↓↓↓

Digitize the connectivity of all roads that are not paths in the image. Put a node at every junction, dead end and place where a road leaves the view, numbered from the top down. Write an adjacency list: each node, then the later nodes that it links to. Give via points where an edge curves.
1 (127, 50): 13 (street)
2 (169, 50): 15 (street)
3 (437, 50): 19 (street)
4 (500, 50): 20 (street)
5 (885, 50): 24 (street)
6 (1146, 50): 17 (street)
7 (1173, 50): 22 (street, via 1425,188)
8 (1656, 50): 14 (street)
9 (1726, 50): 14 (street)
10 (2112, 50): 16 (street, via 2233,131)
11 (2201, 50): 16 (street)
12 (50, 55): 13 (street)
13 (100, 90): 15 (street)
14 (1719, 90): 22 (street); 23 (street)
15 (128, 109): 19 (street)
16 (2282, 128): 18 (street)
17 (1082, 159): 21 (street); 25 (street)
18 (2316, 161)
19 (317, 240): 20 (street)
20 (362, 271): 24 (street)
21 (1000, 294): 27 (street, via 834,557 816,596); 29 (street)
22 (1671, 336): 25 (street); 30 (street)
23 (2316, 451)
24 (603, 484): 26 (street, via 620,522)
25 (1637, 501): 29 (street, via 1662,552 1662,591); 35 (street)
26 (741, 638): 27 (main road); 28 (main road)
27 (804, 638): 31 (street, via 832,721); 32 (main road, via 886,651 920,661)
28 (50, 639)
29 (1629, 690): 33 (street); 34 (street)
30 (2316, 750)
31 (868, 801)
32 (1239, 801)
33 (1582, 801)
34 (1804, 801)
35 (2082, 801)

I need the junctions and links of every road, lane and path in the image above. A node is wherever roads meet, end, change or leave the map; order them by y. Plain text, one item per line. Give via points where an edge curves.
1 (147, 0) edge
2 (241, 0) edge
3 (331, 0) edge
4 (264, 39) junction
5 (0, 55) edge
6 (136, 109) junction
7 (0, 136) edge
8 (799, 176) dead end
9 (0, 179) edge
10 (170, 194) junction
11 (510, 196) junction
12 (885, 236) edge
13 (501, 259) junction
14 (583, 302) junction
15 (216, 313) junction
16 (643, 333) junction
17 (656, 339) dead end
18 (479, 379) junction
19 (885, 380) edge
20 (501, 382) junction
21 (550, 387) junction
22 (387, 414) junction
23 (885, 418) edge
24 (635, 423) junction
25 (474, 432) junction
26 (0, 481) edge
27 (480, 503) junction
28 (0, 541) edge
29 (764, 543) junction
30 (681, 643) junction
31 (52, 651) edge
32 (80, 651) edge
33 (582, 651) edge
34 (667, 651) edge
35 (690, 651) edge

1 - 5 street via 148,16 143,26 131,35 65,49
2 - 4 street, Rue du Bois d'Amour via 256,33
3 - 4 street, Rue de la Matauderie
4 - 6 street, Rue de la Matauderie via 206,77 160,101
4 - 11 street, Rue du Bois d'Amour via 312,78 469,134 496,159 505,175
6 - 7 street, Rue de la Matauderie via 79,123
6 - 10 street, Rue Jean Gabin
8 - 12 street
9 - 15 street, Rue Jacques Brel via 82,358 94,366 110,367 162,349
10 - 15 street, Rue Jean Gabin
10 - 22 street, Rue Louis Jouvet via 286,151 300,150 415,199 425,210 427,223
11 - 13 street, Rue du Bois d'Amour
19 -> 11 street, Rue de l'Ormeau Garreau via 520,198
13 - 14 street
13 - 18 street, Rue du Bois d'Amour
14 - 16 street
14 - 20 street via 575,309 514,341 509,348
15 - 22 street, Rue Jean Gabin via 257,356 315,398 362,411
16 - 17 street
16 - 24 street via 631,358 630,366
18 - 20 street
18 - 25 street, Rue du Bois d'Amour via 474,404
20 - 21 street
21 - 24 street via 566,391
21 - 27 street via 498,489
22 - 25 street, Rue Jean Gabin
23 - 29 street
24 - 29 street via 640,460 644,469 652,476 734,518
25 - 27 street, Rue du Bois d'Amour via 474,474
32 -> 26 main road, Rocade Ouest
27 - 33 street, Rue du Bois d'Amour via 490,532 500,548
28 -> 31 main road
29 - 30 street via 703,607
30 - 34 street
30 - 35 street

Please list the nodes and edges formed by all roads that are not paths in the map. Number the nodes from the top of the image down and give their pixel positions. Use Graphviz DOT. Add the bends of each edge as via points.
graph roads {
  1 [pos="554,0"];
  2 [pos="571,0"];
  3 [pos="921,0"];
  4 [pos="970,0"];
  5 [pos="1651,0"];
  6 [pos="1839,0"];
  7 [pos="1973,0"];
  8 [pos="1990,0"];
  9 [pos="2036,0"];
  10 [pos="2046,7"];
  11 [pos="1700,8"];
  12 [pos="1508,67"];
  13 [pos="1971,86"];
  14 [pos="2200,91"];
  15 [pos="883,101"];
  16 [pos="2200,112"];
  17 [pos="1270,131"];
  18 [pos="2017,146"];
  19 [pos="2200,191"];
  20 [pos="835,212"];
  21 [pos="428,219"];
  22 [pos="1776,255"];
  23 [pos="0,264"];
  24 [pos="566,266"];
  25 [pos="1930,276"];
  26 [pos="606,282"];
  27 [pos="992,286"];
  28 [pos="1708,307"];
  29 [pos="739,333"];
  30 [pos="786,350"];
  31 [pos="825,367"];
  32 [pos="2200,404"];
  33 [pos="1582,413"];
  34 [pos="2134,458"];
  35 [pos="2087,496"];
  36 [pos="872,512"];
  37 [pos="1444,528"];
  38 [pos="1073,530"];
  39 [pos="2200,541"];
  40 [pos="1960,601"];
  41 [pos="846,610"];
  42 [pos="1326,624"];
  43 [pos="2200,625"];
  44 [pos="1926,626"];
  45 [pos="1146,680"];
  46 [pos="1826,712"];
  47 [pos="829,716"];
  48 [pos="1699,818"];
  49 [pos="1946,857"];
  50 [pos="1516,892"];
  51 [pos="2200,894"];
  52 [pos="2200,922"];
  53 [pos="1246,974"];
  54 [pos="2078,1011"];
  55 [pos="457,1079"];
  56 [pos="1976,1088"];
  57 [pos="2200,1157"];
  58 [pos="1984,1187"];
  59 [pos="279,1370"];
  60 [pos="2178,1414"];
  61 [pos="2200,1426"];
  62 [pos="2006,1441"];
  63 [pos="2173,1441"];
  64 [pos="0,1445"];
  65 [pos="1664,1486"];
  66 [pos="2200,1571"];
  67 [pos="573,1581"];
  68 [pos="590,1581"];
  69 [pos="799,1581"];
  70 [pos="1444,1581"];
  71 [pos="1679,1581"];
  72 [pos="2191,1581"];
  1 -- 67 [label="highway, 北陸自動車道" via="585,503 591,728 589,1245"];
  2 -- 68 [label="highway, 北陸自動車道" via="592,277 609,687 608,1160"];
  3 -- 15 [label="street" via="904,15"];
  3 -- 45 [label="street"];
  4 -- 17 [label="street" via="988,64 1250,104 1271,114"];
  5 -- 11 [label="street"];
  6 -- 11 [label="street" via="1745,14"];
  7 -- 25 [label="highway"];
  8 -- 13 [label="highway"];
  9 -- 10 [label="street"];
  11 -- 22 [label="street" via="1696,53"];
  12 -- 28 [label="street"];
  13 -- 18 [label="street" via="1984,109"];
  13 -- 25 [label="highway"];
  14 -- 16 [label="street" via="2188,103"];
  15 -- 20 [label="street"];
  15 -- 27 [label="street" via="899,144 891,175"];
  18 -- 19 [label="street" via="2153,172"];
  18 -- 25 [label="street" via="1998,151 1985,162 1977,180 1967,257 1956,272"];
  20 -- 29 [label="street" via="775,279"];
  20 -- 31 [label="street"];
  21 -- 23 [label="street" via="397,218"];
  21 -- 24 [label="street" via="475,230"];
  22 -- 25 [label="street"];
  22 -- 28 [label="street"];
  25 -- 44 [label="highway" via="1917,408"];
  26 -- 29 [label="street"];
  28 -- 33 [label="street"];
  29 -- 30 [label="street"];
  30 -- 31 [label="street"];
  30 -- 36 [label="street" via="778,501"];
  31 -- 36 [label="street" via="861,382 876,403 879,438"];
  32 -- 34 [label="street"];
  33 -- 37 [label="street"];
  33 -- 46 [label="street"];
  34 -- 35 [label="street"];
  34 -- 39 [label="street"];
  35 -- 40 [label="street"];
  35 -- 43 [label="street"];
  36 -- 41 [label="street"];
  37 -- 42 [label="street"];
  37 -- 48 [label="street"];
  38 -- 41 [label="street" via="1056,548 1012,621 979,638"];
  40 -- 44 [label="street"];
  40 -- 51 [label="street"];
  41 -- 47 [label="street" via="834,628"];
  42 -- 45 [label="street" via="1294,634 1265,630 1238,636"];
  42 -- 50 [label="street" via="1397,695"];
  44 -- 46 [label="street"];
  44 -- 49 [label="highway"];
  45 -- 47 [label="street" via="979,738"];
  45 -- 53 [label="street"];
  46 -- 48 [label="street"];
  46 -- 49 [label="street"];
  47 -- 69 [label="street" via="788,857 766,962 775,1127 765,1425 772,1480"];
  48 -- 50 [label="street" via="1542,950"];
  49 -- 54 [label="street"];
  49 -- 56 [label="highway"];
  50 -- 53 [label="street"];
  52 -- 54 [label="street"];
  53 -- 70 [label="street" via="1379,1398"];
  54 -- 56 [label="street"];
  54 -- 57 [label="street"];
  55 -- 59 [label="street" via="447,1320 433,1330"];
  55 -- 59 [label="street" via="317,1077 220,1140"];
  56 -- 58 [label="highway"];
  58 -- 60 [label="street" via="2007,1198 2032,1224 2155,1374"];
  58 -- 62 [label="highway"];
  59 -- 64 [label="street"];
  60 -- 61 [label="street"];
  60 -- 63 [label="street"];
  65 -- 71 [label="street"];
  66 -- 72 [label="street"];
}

↑↑↑

| To do |
Which lines of the listing above hold the word "highway"? Copy each of them.

| Result for this exercise |
  1 -- 67 [label="highway, 北陸自動車道" via="585,503 591,728 589,1245"];
  2 -- 68 [label="highway, 北陸自動車道" via="592,277 609,687 608,1160"];
  7 -- 25 [label="highway"];
  8 -- 13 [label="highway"];
  13 -- 25 [label="highway"];
  25 -- 44 [label="highway" via="1917,408"];
  44 -- 49 [label="highway"];
  49 -- 56 [label="highway"];
  56 -- 58 [label="highway"];
  58 -- 62 [label="highway"];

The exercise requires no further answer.